OLG Frankfurt a.M.: Nicht-binäre Person hat keinen Anspruch auf geschlechtsneutrale Anrede in Gerichtsschreiben

Die wiederholte männliche Ansprache einer nicht-binären Person in Gerichtsschreiben ist kein Justizverwaltungsakt und daher nicht gerichtlich überprüfbar.

Die antragstellende nicht-binäre Person wendet sich gegen die Ansprache „Sehr geehrter Herr (...)" in verfahrensleitenden Schreiben des Landgerichts Frankfurt am Main im Rahmen eines Berufungsstrafverfahrens. Das Oberlandesgericht Frankfurt am Main (OLG) hat nun entschieden, dass diese Schreiben keine Justizverwaltungsakte darstellen, so dass der eingeschlagene Rechtsweg unzulässig ist.

Die antragstellende Person ist nicht-binär und hat einen gestrichenen Geschlechtseintrag. Gegen sie wird beim Landgericht Frankfurt am Main ein Berufungsstrafverfahren wegen Beleidigung geführt. 

In diesem Zusammenhang ist die antragstellende Person wiederholt in gerichtlichen Schreiben mit „Sehr geehrter Herr (...)“ angesprochen worden. 
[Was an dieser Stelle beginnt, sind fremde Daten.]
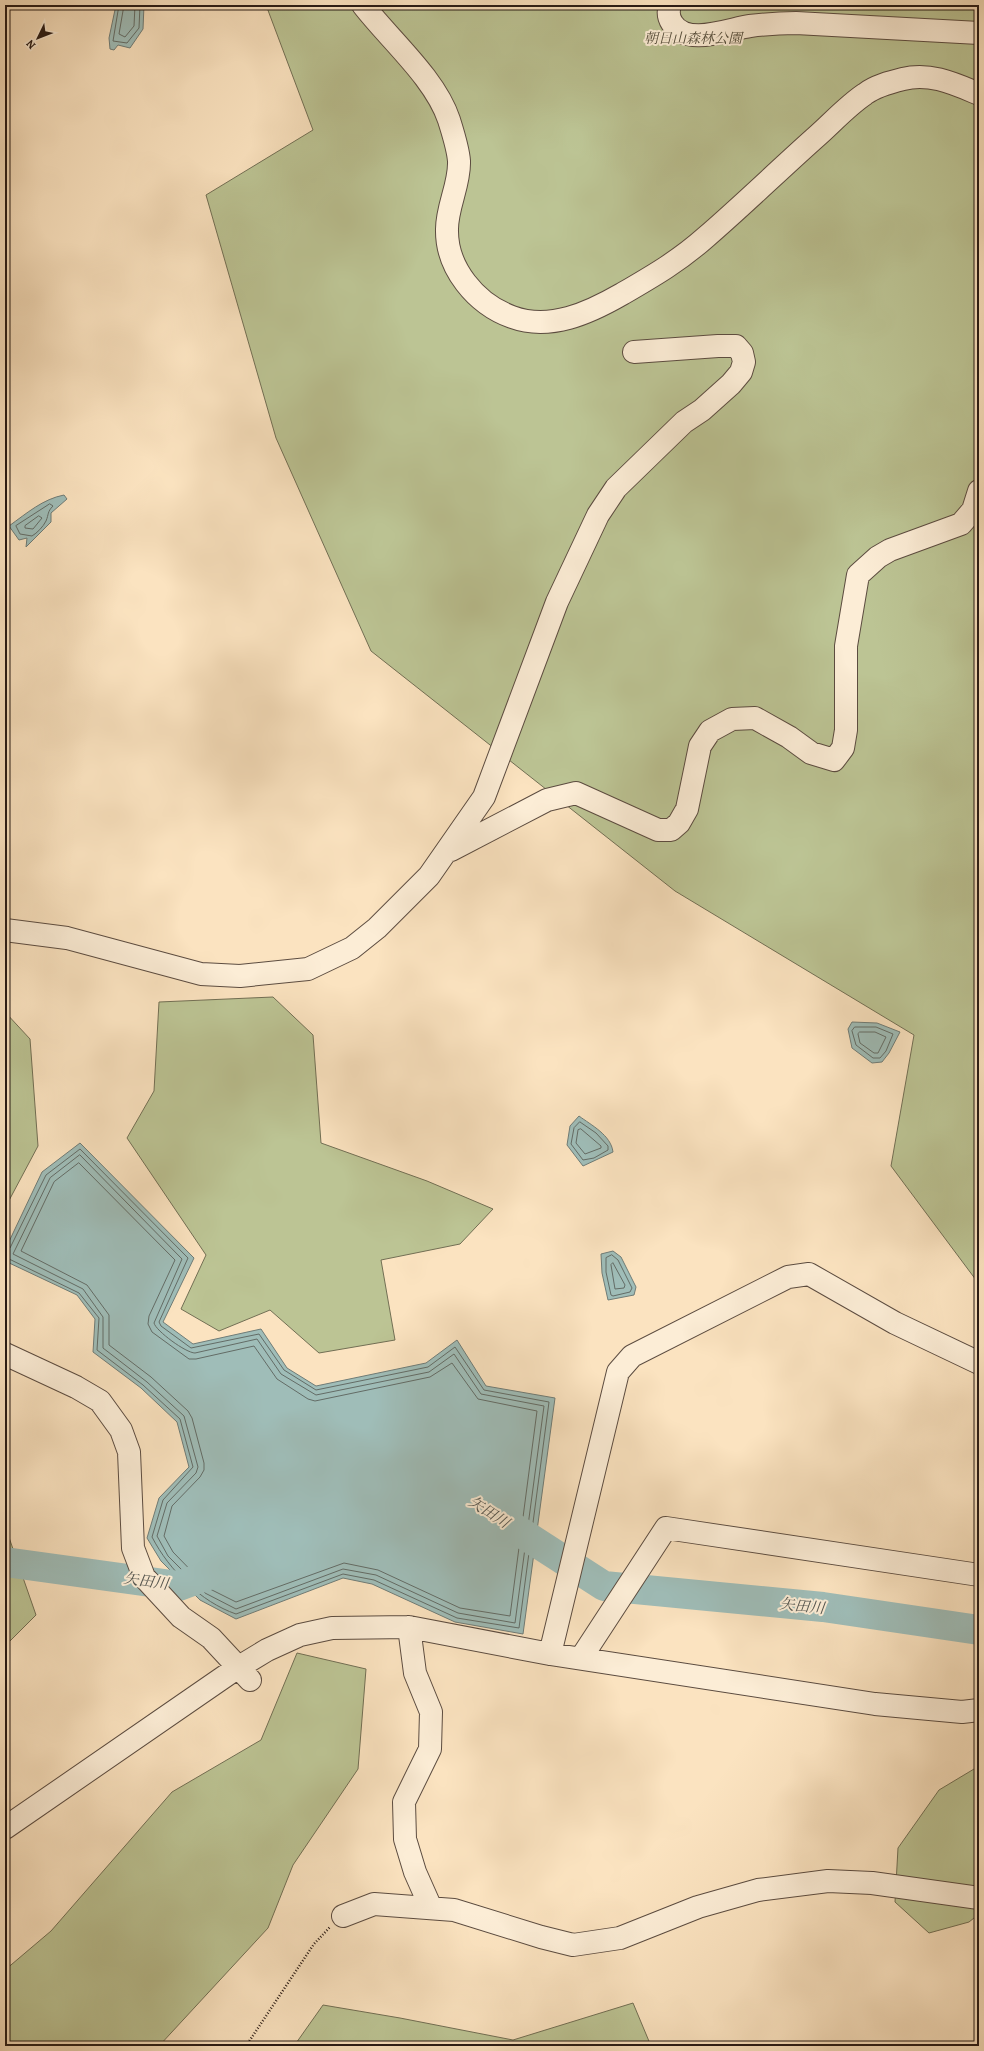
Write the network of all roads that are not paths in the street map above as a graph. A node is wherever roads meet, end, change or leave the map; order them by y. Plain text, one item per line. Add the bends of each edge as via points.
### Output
1 (363, 5) edge
2 (670, 5) edge
3 (979, 33) edge
4 (979, 94) edge
5 (634, 352) dead end
6 (979, 491) edge
7 (446, 852) junction
8 (5, 930) edge
9 (5, 1354) edge
10 (979, 1363) edge
11 (979, 1575) edge
12 (409, 1627) junction
13 (550, 1654) junction
14 (581, 1658) junction
15 (244, 1674) junction
16 (979, 1710) edge
17 (5, 1828) edge
18 (979, 1898) edge
19 (431, 1908) junction
20 (342, 1916) road end

1 - 4 street via 422,75 448,118 458,161 457,184 447,229 450,253 459,274 470,289 489,305 512,317 541,323 595,310 670,266 706,237 866,92 905,78 925,76 948,81
2 - 3 street via 669,16 675,27 686,33 698,35 769,24 796,23
5 - 7 street via 736,346 742,353 744,362 731,384 684,422 616,488 598,514 557,602 484,797
6 - 7 street via 973,510 961,524 890,550 858,575 846,646 846,730 842,748 834,760 811,753 755,718 732,719 710,731 700,746 687,809 679,823 671,830 658,830 576,793 547,800
7 - 8 street via 429,876 378,928 352,948 308,969 240,976 201,974 67,938
9 - 15 street via 100,1401 121,1430 129,1452 133,1548 144,1577 181,1617 212,1638
10 - 13 street via 895,1323 809,1274 788,1277 632,1356 618,1372
11 - 14 street via 666,1528
12 - 13 street
12 - 15 street via 332,1628 300,1635 267,1650
12 - 19 street via 415,1673 431,1712 430,1750 404,1802 405,1839 415,1872
13 - 14 street
14 - 16 street via 875,1704 962,1712
15 - 17 street
18 - 19 street via 872,1883 828,1881 758,1890 698,1907 620,1938 573,1945 454,1910
19 - 20 street via 374,1904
Hiergegen richtet sich der Antrag der antragstellenden Person auf gerichtliche Entscheidung gem. § 23 EGGVG. Es soll festgestellt werden, dass die wiederholte männliche Ansprache durch das Landgericht rechtwidrig ist. Zudem soll das Landgericht verpflichtet werden, eine männliche oder weibliche Ansprache gegenüber der antragstellenden Person zu unterlassen.

Der zuständige 3. Strafsenat des OLG hat den Antrag als unzulässig zurückgewiesen. 

Der eingeschlagene Rechtsweg (§ 23 EGGVG) sei nicht eröffnet, begründete er die Entscheidung. Hier gehe es nicht - wie erforderlich - um die Beseitigung, Vornahme oder Feststellung der Rechtswidrigkeit eines Justizverwaltungsaktes. Unter den Begriff des Justizverwaltungsaktes fielen Anordnungen, Verfügungen oder sonstige Maßnahmen, die von den Justizbehörden zur Regelung einzelner Angelegenheiten auf den Gebieten u.a. der Strafrechtspflege getroffen werden. 

Die hier beanstandete männliche Ansprache sei insoweit kein tauglicher Streitgegenstand. 

Voraussetzung sei stets, dass die fragliche Maßnahme eine einzelne Angelegenheit „regelt“. Die hier zugrundeliegenden Schreiben hätten sich jedoch nur auf die geänderte Terminplanung, die Übersendung einer Anlage und auf neue konkrete Berufungshauptverhandlungstermine bezogen. „Die in diesen Schreiben jeweils enthaltene männliche Ansprache „Sehr geehrter Herr (...)“ enthält damit keine Regelung an sich. Sie ist vielmehr lediglich ein formeller Beginn und Ausdruck einer gängigen Höflichkeit einer schriftlichen Kommunikation. Regelungsgehalt haben ausschließlich die an die antragstellende Person gerichteten Schreiben als Ganzes“, erläuterte der Senat.

Die durch die antragstellende Person beanstandete männliche Ansprache stelle auch keine Maßnahme dar, die durch eine Justizbehörde getroffen worden sei. Die Schreiben unterfielen dem Bereich der sog. justizförmigen Verwaltungstätigkeit. 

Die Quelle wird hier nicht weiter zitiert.